TASK — In the records below, count every line that contains the word "Castro" and report only the total.

**** THE DATA ****

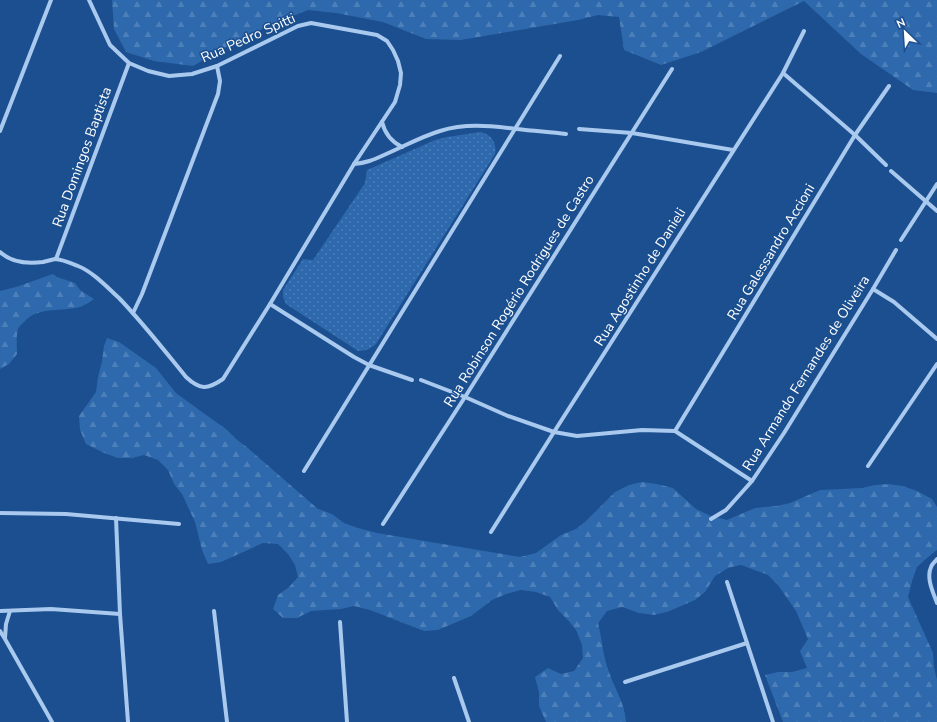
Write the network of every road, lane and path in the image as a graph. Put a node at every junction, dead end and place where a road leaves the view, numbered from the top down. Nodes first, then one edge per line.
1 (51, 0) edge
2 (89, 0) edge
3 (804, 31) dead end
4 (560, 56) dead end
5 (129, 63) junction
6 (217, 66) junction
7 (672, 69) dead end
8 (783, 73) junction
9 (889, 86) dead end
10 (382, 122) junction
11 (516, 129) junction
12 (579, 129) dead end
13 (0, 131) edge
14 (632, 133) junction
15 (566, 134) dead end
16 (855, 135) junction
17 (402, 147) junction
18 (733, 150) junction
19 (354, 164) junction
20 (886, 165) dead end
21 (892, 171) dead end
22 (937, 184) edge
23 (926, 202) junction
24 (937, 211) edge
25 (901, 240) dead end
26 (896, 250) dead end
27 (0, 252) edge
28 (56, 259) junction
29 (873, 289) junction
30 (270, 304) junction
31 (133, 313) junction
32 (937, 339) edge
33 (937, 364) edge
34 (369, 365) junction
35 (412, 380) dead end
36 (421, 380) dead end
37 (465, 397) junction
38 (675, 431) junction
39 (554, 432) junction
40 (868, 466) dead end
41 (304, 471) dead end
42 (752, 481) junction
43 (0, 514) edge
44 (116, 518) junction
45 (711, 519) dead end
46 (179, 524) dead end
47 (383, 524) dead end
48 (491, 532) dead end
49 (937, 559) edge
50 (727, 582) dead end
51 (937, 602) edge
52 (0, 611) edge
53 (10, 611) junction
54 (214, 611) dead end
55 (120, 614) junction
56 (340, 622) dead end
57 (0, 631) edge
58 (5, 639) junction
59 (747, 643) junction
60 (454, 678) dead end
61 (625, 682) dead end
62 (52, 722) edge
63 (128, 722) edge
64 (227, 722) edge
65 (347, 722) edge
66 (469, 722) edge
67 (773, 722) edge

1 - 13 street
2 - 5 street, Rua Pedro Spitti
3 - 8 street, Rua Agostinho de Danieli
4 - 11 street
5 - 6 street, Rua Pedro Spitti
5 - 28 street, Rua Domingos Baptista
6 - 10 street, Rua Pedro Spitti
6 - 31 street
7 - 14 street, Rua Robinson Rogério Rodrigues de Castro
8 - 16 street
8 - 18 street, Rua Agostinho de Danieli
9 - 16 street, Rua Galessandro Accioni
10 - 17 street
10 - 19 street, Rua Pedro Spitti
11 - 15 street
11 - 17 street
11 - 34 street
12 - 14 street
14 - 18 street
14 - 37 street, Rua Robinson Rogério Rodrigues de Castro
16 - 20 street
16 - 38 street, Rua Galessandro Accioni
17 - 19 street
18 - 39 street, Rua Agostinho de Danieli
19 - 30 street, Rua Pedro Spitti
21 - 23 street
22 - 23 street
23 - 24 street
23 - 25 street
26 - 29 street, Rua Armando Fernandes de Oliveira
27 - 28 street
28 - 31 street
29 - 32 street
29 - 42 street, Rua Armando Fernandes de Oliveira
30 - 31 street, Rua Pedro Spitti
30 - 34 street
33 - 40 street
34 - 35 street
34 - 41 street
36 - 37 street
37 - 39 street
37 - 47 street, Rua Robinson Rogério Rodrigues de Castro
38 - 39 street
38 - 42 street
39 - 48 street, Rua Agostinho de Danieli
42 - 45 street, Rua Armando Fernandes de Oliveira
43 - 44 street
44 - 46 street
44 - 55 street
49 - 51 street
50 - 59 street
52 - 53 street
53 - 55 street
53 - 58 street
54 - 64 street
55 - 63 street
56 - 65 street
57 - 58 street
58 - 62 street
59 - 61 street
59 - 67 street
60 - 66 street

****

TASK RESPONSE — 3